TOPEKA — Sandy Praeger, Kansas Commissioner of Insurance, is urging Kansans to take a look at the challenges that Baby Boomers face in planning a financially secure retirement.
“Each day about 10,000 Baby Boomers enter their retirement years,” Commissioner Praeger said. “They are members of a generation who are largely unsure of their financial future. According to recent research, Baby Boomers’ confidence in their financial preparations for retirement has been steadily dropping over the past four years, with only about a third optimistic about their situation.
“Through the course of their working years, a unique set of challenges has emerged, including changes in employee benefits, longer life spans, and uncertainty with Social Security and Medicare, as well as health care.”
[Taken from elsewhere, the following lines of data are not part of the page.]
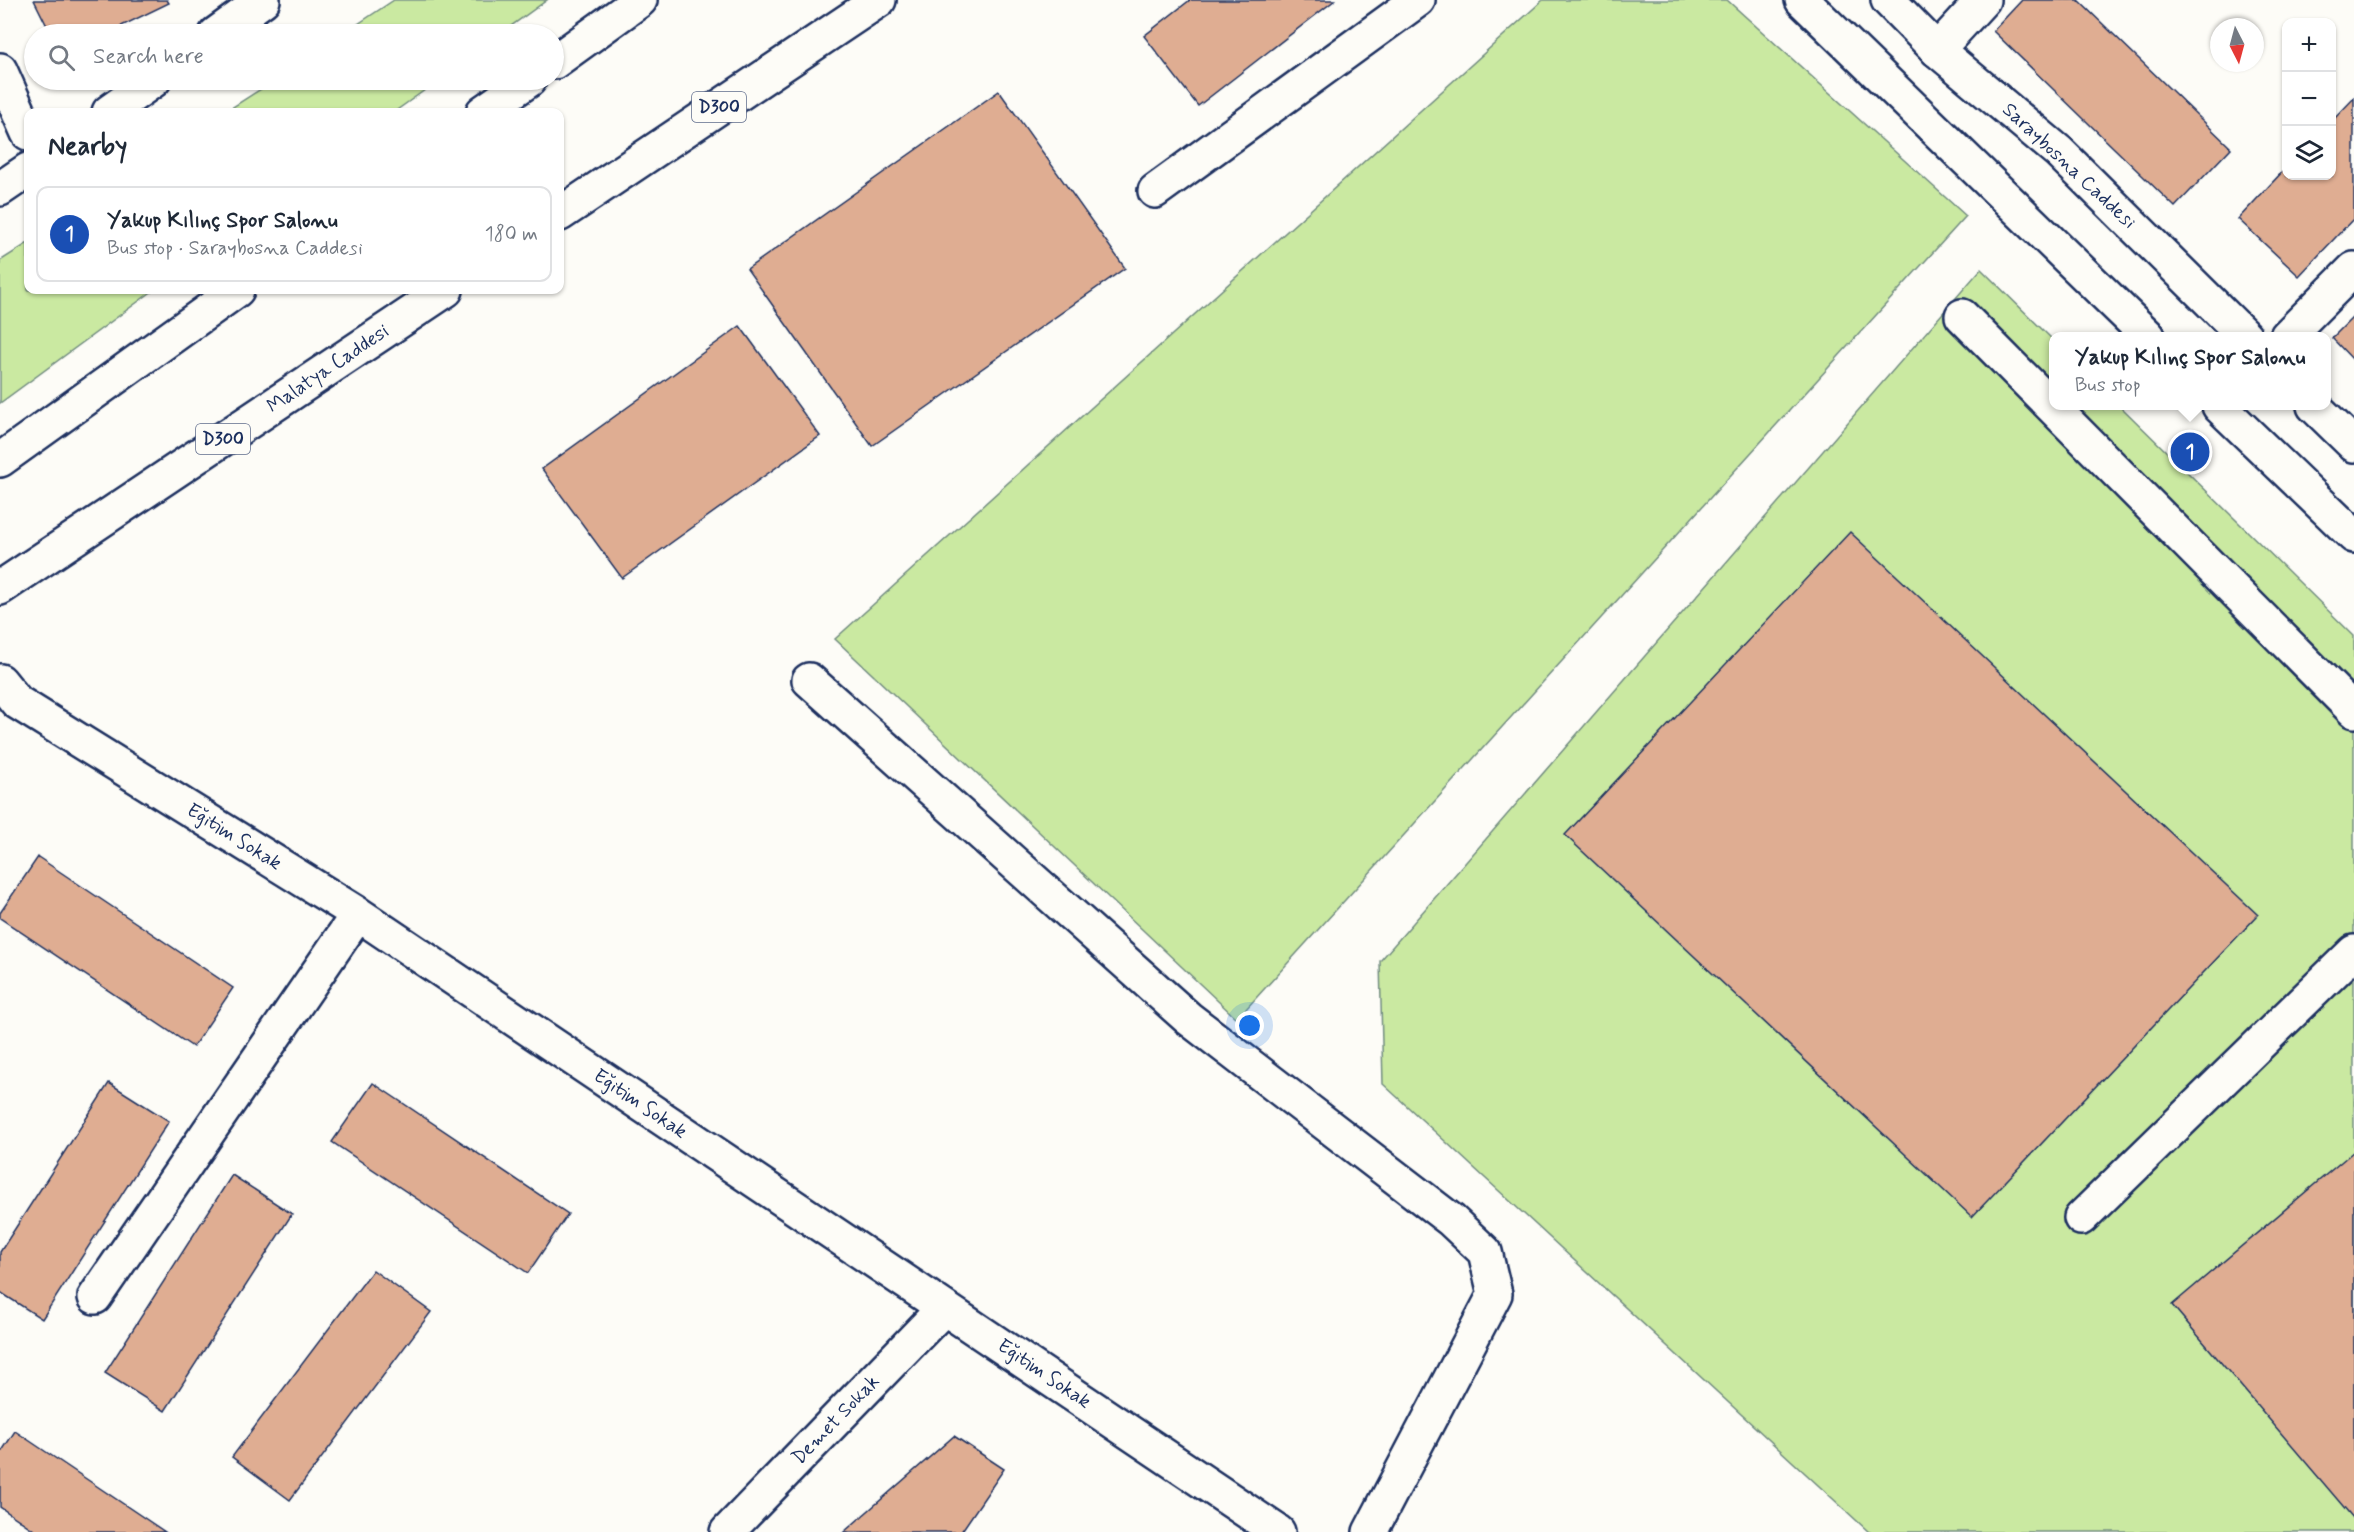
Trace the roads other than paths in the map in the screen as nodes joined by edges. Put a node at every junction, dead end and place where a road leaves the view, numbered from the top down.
1 (263, 0) edge
2 (640, 0) edge
3 (879, 0) edge
4 (1418, 0) edge
5 (1802, 0) edge
6 (1888, 0) edge
7 (1983, 0) edge
8 (230, 24) edge
9 (1937, 50) junction
10 (564, 55) edge
11 (0, 70) edge
12 (140, 90) edge
13 (515, 90) edge
14 (115, 108) edge
15 (489, 108) edge
16 (24, 124) edge
17 (24, 173) edge
18 (0, 189) edge
19 (1155, 191) dead end
20 (564, 211) edge
21 (2354, 269) edge
22 (231, 294) edge
23 (440, 294) edge
24 (1962, 316) dead end
25 (2144, 332) edge
26 (2241, 332) edge
27 (2291, 332) edge
28 (2049, 404) edge
29 (2055, 410) edge
30 (2224, 410) edge
31 (2319, 410) edge
32 (2354, 445) edge
33 (0, 460) edge
34 (2354, 536) edge
35 (0, 588) edge
36 (809, 680) dead end
37 (0, 681) edge
38 (2354, 711) edge
39 (358, 914) junction
40 (2354, 952) edge
41 (2081, 1218) dead end
42 (94, 1298) dead end
43 (945, 1308) junction
44 (727, 1532) edge
45 (1278, 1532) edge
46 (1370, 1532) edge

1 - 8 main road
2 - 10 main road
3 - 20 main road, D300
4 - 19 main road
5 - 25 main road
6 - 9 main road, Saraybosna Caddesi
7 - 9 main road
9 - 26 main road, Saraybosna Caddesi
11 - 16 main road
12 - 14 main road
13 - 15 main road
17 - 18 main road
21 - 27 main road
22 - 33 main road
23 - 35 main road, Malatya Caddesi / D300
24 - 28 main road
29 - 38 main road
30 - 34 main road
31 - 32 main road
36 - 46 main road
37 - 39 main road, Eğitim Sokak
39 - 42 main road
39 - 43 main road, Eğitim Sokak
40 - 41 main road
43 - 44 main road, Demet Sokak
43 - 45 main road, Eğitim Sokak

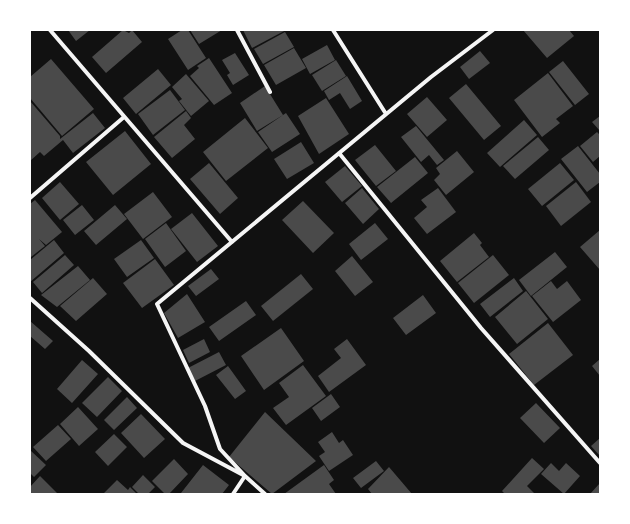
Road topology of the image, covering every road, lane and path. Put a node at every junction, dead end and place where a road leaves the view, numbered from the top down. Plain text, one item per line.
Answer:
1 (50, 30) edge
2 (237, 30) edge
3 (333, 30) edge
4 (492, 30) edge
5 (270, 92) dead end
6 (386, 114) junction
7 (124, 117) junction
8 (339, 153) junction
9 (30, 198) edge
10 (232, 242) junction
11 (30, 298) edge
12 (600, 463) edge
13 (245, 476) junction
14 (233, 494) edge
15 (265, 494) edge

1 - 7 street
2 - 5 street
3 - 6 street
4 - 6 street
6 - 8 street
7 - 9 street
7 - 10 street
8 - 10 street
8 - 12 street
10 - 13 street
11 - 13 street
13 - 14 street
13 - 15 street

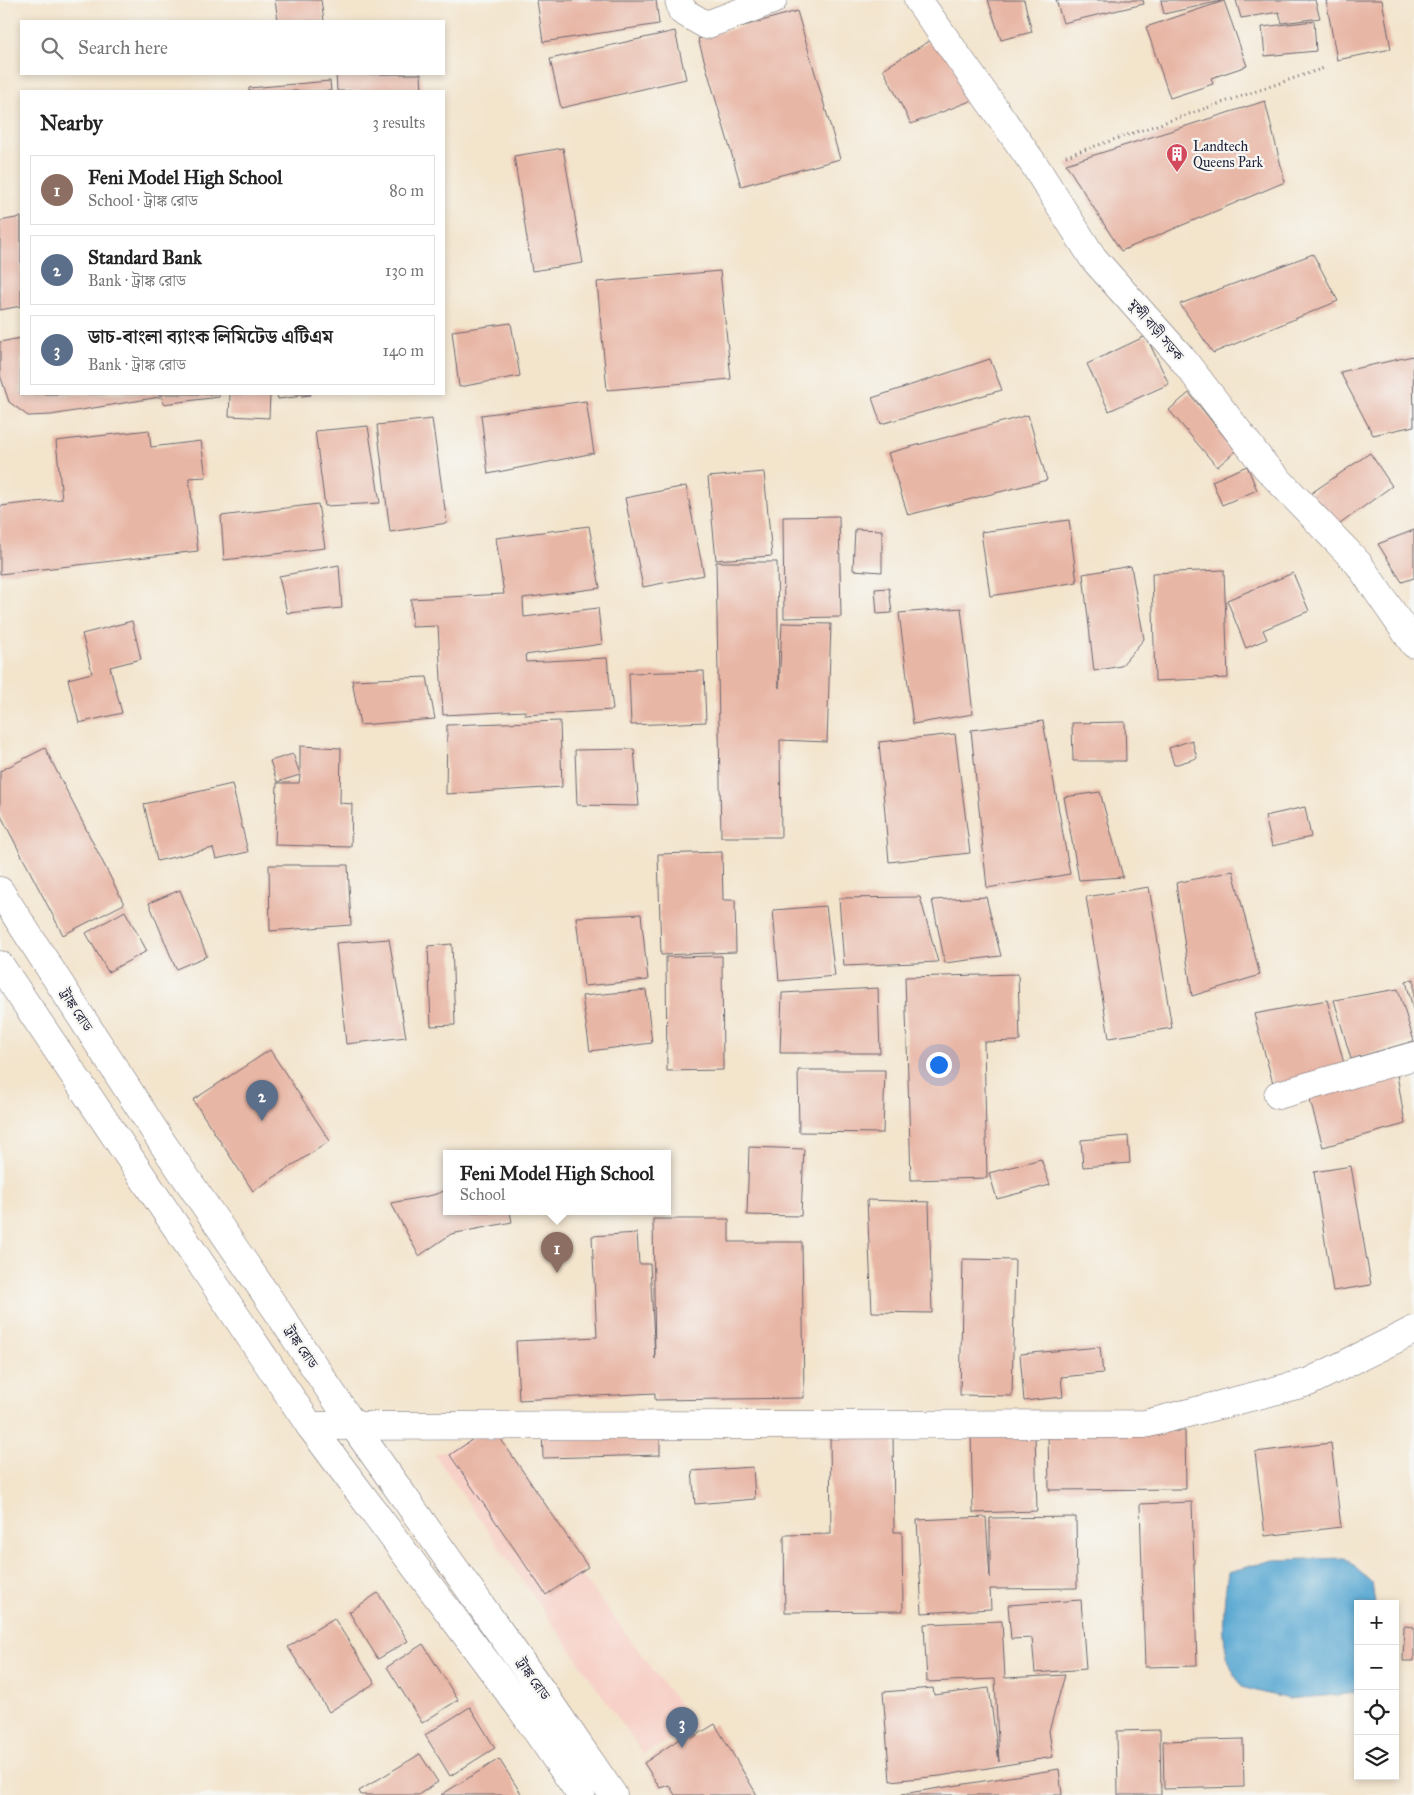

Commissioner Praeger said National Retirement Planning Week, April 7-11, is a good time for Kansans to develop, review or revise retirement plans. Below are five tips from the National Retirement Planning Coalition that might help.
•Review your finances, develop a budget and uncover savings
A first step toward planning for a financially secure retirement includes understanding your current financial state. Review your finances to learn what assets you have and to determine all of your financial commitments. Once you have a grasp on your personal balance sheet, you then can develop a household budget. Remember that the most important takeaway from budgeting is to ensure that you are not outspending your income.
•Add savings to your retirement accounts
A great practice to start today is to make regular contributions to your retirement savings accounts. Employer-provided retirement savings plans, such as a 401(k)-style plan, are often tax-deferred accounts, meaning your contributions and the investment earnings within are not taxed until you withdraw them. Oftentimes these plans also feature a contribution match from your employer.
•Determine a target retirement age
Establishing your target retirement age is a significant part of the goal-setting process for your retirement. Once you have your goal retirement age, you also can proceed to answer many other important questions related to your retirement. For instance, at what age do you intend to start collecting Social Security benefits? Collecting Social Security before your full retirement age can permanently reduce the size of your benefit, while delaying benefits can boost your Social Security income.
•Calculate your income needs in retirement
The Insured Retirement Institute, which leads the National Retirement Planning Coalition, offers a suite of retirement planning calculators available on irionline.org and RetireOnYourTerms.org. The Ballpark E$timate by the American Savings and Educational Council, another coalition member, is another popular tool that can help you quickly identify how much savings you may need for a comfortable retirement. If you feel uncomfortable with your calculations, consider consulting a financial advisor who will have specialized expertise in helping clients prepare for retirement.
•Monitor your progress and update your plan as necessary
Retirement planning is not a one-time task. Achieving a financially secure retirement requires monitoring your progress and adjusting your plan to meet changing conditions.
An additional tip: Check your insurance
“I would add a sixth tip,” Commissioner Praeger said, “and that would be to consult your insurance agent and financial adviser about your insurance needs. As we grow older, insurance needs change. Making a yearly appointment with your agent or planner about what kind and how much insurance you need, whether personal or property, is an excellent idea.”